Бек Хаджи, прикрыв глаза, вспоминал это, и жгучее желание опять насладиться прекрасной урусуткой все больше овладевало им… «Приказать, чтобы ее привели сюда сейчас снова?.. Нет! Лучше я сам пойду в урусутскую избу, где поместили Настю, в шатре она жить не захотела…»
Хан взял из дорогой, черного дерева шкатулки, что лежала рядом на ковре, медное зеркало в золотой оправе. Взглянул на свое смуглое, с тонкими черными усиками лицо и самодовольно улыбнулся.
Если бы несколько дней назад кто-то осмелился ему сказать, что он будет прихорашиваться перед зеркалом, прежде чем войти в юрту к самой знатной и красивой женщине, Бек Хаджи приказал бы отрубить лгуну голову. И вот он волнуется, собираясь к простой урусутской полонянке, которую захватили его нукеры!
«На все воля Аллаха!» — подумал шуракальский хан и хотел уже крикнуть телохранителям, чтобы они сопровождали его, как вдруг в шатер вошел начальник стражи и, смиренно кланяясь, доложил:
— У входа стоит бек Алиман. Он хочет видеть пресветлого хана.
Лицо Бека Хаджи скривилось, глаза сердито сверкнули. В первое мгновение он решил не принимать Алимана, но затем подумал, что опасно еще больше портить и без того неприязненные отношения с посланцем Тохтамыш-хана. К тому же Беку Хаджи еще утром донесли: ночью прибыл гонец из-под Мушкаф и посетил шатер бека Алимана. О чем они шептались, хан не знал: его соглядатаям не удалось подслушать. Вспомнив об этом, шуракалец велел принять Алимана и с настороженным любопытством стал ожидать его появления в шатре.
«Наверное, гонец прибыл с повелением спешить к Мушкаф, где великий хан не может управиться, и этот коротышка Алиман хочет передать мне его повеление…» — предположил он.

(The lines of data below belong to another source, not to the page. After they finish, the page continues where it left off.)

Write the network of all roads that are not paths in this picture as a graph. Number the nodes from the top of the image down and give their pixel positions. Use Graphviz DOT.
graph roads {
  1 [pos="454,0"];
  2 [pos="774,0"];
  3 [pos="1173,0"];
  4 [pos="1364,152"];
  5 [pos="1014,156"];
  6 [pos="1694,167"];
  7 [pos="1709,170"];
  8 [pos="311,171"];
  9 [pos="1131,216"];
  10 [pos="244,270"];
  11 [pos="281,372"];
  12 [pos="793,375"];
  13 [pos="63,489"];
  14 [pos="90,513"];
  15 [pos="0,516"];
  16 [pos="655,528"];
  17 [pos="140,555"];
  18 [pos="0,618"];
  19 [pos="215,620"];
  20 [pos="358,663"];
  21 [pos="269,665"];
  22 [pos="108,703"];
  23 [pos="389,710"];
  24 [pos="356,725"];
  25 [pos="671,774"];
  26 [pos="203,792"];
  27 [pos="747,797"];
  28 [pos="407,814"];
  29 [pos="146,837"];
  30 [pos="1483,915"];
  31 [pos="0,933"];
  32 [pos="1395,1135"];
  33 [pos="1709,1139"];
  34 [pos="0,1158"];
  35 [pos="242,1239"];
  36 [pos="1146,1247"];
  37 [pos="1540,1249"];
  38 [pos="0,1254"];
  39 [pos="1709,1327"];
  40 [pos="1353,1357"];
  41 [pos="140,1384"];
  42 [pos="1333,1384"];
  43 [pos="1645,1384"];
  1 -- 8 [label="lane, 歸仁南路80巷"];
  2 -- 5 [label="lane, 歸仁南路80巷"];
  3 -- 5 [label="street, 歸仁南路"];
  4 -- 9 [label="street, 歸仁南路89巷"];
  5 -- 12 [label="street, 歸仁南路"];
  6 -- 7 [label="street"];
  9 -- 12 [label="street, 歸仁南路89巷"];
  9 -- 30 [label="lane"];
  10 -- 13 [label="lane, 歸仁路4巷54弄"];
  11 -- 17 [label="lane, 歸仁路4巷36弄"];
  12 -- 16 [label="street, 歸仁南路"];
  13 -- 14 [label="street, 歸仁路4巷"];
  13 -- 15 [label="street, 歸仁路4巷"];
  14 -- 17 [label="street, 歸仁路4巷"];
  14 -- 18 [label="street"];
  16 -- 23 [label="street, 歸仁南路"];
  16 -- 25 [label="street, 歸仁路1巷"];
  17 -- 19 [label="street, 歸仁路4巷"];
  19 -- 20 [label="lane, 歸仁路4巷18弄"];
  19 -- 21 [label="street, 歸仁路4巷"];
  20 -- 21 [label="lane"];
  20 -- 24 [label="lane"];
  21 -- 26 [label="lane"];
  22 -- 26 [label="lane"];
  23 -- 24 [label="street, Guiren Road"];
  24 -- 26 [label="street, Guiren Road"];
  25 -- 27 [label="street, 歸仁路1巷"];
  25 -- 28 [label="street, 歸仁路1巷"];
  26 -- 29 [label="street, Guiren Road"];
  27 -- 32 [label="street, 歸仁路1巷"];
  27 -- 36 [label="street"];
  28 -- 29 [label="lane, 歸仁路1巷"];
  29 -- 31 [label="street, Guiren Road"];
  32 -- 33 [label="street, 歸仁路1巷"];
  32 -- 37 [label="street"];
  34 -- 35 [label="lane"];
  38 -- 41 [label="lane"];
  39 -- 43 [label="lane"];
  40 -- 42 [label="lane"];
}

Когда Алиман вошел, Бек Хаджи сидел на одной из больших, ярко расшитых подушек, украшавших огромный персидский ковер. Едва кивнув в ответ на приветствие, хан небрежным жестом разрешил беку усесться на подушке рядом.
— С чем ты пришел, бек Алиман? — притворившись очень удивленным, спросил он.
— Ты своеволен и упрям, Бек Хаджи! Ты делаешь все только в угоду своим желаниям! — начал бек и продолжал, повысив голос: — Ты долго испытывал терпение великого Насира эд-Дина Тохтамыш-хана, но, кажется, этому пришел конец!
— Ты стал слишком много говорить, бек! — вскочив с подушки, воскликнул шуракалец. — Ты стал говорить так много, что я даже удивляюсь: как я терплю это!
— Я говорю устами наместника Аллаха на земле, великого из великих хана Тохтамыш-хана! И говорю тебе, Бек Хаджи: ты ослушник! Ты не привел вовремя свою орду в Мушкаф! Ты своевольно пошел путем, которым не велено было идти, пошел на Тарусу! Ты понапрасну погубил множество своих нукеров! Ты продолжаешь сидеть здесь и нежиться с полонянками, когда там… — он резко взмахнул тонкой рукой, обнажившейся из-под широкого рукава шелкового халата. — Когда там решается судьба Орды!
— Замолчи, бек Алиман, или я сейчас отрублю твою глупую голову! — в свою очередь закричал хан и выхватил из ножен саблю.
Но Алиман продолжал спокойно стоять, а его бесстрастное лицо растянулось в едкой усмешке.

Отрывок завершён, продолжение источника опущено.